> [PROBLEM TO WORK ON]
For this exercise, please reproduce the records below word for word, from the first line through the line with "thumb mcp: (367, 214)".

____

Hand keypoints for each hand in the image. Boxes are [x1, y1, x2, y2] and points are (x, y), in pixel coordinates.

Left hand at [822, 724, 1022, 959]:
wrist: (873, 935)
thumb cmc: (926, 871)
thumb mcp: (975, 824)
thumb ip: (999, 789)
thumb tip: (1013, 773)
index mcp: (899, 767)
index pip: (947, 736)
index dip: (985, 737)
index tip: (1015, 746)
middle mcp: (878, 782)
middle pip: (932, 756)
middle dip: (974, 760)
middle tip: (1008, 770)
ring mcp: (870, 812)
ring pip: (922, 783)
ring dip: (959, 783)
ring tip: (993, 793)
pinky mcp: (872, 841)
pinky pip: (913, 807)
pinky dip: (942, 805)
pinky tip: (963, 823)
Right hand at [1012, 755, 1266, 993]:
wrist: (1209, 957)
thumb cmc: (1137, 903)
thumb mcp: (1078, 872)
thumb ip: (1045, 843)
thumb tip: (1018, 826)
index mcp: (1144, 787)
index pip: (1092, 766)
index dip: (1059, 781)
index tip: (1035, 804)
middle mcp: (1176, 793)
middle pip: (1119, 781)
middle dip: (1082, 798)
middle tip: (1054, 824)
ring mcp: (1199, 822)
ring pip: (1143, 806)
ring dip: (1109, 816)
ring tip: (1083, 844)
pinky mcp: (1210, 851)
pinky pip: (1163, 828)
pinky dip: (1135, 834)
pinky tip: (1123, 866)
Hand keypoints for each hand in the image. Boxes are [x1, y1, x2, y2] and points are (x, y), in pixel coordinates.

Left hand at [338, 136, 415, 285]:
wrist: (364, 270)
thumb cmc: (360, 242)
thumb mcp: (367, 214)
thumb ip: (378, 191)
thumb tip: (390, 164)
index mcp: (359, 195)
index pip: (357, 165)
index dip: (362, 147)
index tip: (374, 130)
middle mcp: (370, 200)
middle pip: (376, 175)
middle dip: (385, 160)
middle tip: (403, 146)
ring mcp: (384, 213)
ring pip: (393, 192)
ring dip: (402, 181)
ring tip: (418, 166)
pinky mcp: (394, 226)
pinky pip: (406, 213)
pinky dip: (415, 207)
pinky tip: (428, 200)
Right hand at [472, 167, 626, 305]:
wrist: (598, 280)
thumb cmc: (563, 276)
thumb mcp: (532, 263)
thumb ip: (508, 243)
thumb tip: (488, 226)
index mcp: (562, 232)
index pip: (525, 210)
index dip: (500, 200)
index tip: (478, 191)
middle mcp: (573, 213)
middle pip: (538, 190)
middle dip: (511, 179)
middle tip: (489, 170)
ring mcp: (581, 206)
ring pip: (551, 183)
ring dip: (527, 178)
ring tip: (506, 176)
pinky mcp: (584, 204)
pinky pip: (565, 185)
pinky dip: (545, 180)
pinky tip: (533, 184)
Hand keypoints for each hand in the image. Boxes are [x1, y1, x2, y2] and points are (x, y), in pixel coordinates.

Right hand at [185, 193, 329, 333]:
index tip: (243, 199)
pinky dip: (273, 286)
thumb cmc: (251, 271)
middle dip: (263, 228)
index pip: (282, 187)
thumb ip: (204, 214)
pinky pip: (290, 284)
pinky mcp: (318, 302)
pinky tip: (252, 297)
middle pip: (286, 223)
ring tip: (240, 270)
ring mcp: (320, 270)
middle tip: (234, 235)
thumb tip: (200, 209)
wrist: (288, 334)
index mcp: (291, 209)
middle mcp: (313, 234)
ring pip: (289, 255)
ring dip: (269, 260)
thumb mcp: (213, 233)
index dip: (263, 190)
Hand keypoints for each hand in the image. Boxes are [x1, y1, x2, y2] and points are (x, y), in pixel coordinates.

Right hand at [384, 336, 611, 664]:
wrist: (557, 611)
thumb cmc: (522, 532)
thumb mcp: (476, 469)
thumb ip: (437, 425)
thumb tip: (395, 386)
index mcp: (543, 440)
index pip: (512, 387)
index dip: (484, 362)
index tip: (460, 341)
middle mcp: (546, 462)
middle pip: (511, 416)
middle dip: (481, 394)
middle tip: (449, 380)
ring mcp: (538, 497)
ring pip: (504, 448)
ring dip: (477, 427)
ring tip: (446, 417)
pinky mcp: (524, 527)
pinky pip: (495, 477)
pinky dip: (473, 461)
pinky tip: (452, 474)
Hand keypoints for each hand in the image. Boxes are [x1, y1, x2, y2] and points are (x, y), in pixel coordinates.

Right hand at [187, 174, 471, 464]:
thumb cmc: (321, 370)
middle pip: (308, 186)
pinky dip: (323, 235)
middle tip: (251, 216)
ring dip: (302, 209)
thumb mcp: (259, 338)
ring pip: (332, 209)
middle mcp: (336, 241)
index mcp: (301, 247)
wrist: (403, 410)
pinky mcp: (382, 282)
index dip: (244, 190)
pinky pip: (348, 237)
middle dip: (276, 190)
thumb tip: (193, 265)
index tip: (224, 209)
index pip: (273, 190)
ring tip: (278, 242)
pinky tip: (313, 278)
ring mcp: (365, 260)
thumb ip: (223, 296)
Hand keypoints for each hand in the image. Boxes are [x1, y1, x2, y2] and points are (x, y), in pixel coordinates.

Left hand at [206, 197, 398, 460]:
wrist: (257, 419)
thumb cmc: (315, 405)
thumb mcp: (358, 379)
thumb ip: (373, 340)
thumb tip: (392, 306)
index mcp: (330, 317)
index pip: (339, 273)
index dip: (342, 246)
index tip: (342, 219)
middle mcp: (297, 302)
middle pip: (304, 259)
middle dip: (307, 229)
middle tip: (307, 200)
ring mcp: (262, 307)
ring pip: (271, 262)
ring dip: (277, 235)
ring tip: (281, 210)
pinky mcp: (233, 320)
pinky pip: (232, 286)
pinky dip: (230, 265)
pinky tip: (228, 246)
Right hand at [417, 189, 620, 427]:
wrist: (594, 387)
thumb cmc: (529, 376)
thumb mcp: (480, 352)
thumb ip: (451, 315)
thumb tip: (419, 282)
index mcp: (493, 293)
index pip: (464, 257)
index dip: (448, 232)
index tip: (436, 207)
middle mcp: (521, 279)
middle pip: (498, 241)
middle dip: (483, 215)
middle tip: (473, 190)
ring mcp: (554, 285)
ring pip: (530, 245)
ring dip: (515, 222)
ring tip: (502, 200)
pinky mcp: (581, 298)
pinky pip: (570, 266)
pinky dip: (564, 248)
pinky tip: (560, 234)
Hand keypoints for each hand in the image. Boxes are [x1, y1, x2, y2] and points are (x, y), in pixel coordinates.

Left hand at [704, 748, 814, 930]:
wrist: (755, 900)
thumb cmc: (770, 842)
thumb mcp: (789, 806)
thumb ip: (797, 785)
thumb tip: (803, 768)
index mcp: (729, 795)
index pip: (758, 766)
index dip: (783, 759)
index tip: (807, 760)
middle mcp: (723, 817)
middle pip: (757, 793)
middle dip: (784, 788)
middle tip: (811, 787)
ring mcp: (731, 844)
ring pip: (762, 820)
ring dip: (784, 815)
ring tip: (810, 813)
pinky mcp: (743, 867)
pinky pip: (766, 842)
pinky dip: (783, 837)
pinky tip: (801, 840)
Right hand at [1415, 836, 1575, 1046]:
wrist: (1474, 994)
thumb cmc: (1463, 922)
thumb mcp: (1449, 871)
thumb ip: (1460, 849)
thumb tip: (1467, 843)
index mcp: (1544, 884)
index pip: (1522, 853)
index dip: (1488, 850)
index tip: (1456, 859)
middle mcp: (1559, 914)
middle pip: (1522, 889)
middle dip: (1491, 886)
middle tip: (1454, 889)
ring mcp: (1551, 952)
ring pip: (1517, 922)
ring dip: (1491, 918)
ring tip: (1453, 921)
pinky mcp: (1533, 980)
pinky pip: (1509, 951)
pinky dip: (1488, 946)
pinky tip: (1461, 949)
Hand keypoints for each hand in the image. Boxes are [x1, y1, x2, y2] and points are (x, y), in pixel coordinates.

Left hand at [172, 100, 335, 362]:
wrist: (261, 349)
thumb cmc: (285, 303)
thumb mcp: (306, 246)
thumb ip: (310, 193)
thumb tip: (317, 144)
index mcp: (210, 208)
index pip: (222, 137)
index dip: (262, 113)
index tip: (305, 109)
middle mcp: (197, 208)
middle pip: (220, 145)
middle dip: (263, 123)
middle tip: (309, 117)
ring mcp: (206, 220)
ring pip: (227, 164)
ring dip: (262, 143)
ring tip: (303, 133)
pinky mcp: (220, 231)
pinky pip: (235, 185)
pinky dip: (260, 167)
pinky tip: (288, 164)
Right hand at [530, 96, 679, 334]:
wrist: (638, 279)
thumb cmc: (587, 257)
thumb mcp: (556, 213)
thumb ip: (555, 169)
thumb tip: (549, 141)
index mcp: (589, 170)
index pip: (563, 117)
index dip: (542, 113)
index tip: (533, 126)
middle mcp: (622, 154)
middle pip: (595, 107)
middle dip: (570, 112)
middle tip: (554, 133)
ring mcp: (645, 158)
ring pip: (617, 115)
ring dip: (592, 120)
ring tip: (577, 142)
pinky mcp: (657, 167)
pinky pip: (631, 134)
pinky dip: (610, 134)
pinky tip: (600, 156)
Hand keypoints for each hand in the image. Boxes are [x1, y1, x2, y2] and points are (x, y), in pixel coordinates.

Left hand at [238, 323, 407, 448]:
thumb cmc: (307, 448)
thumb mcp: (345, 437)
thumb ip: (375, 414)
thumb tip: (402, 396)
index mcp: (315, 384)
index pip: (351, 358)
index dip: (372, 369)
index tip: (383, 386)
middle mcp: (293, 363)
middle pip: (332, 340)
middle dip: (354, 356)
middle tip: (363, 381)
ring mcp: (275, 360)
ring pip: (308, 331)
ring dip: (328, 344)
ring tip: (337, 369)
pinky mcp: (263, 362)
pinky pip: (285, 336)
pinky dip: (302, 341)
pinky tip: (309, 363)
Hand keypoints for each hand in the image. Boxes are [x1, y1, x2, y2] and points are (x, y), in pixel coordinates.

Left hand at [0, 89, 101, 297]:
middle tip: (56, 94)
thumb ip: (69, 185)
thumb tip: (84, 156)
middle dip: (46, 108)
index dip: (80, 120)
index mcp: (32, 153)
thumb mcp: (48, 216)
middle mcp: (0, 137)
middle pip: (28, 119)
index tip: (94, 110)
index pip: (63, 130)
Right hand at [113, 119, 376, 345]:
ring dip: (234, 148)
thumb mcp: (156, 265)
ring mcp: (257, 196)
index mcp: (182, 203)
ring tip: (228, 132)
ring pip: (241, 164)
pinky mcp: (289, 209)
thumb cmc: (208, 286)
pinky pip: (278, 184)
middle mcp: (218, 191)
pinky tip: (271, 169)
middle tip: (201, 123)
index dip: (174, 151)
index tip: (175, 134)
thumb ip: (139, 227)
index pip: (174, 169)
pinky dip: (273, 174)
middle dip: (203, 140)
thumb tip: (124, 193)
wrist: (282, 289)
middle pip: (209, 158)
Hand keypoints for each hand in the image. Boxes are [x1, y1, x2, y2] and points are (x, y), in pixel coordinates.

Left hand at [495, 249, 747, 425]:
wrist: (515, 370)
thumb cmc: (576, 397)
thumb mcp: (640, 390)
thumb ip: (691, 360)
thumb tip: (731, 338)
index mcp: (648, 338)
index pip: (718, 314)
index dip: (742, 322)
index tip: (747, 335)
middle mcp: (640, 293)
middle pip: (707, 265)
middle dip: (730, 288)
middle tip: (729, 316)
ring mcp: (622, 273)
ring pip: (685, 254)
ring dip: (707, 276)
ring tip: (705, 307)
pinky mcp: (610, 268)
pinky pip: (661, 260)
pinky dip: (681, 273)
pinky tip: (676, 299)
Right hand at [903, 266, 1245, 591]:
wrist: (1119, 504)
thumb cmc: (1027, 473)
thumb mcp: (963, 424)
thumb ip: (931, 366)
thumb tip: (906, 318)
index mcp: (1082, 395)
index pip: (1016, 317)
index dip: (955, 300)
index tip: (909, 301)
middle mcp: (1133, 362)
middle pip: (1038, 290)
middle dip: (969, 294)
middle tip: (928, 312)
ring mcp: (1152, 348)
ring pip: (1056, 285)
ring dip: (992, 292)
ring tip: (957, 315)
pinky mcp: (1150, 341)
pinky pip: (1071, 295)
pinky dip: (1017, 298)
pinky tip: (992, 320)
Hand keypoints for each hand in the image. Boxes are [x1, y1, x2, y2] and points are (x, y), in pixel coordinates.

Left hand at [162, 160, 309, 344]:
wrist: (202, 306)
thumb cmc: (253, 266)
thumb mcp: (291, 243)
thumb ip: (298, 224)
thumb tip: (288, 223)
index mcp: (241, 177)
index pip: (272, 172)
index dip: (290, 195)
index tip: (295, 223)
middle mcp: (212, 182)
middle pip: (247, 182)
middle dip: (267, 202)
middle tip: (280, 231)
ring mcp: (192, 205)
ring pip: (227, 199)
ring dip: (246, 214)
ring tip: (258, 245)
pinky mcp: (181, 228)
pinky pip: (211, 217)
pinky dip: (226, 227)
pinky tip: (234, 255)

____

> [RESPONSE]
Hand keypoints for each hand in the image. Boxes are [x1, y1, x2, y2] and points are (x, y), in pixel coordinates.

Left hand at [822, 724, 1022, 959]:
wrist: (873, 935)
thumb cmc: (926, 871)
thumb mcp: (975, 824)
thumb ip: (999, 789)
thumb tip: (1013, 773)
index mcp: (899, 767)
index pip: (947, 736)
index dip: (985, 737)
index tip: (1015, 746)
middle mcp: (878, 782)
middle pip: (932, 756)
middle dip: (974, 760)
middle tip: (1008, 770)
ring mcp: (870, 812)
ring pip: (922, 783)
ring dip: (959, 783)
ring tip: (993, 793)
pinky mcp: (872, 841)
pinky pip: (913, 807)
pinky dip: (942, 805)
pinky tip: (963, 823)
Right hand at [1012, 755, 1266, 993]:
wrist: (1209, 957)
thumb cmc: (1137, 903)
thumb mcp: (1078, 872)
thumb ip: (1045, 843)
thumb tip: (1018, 826)
index mcp: (1144, 787)
index pip: (1092, 766)
index dip: (1059, 781)
index tip: (1035, 804)
middle mcp: (1176, 793)
middle pip: (1119, 781)
middle dip: (1082, 798)
middle tip: (1054, 824)
ring mcp: (1199, 822)
ring pip: (1143, 806)
ring dip: (1109, 816)
ring tip: (1083, 844)
pinky mcp: (1210, 851)
pinky pip: (1163, 828)
pinky dip: (1135, 834)
pinky tip: (1123, 866)
Hand keypoints for each hand in the image. Boxes are [x1, y1, x2, y2] and points are (x, y), in pixel coordinates.

Left hand at [338, 136, 415, 285]:
wrist: (364, 270)
thumb cmc: (360, 242)
thumb mcp: (367, 214)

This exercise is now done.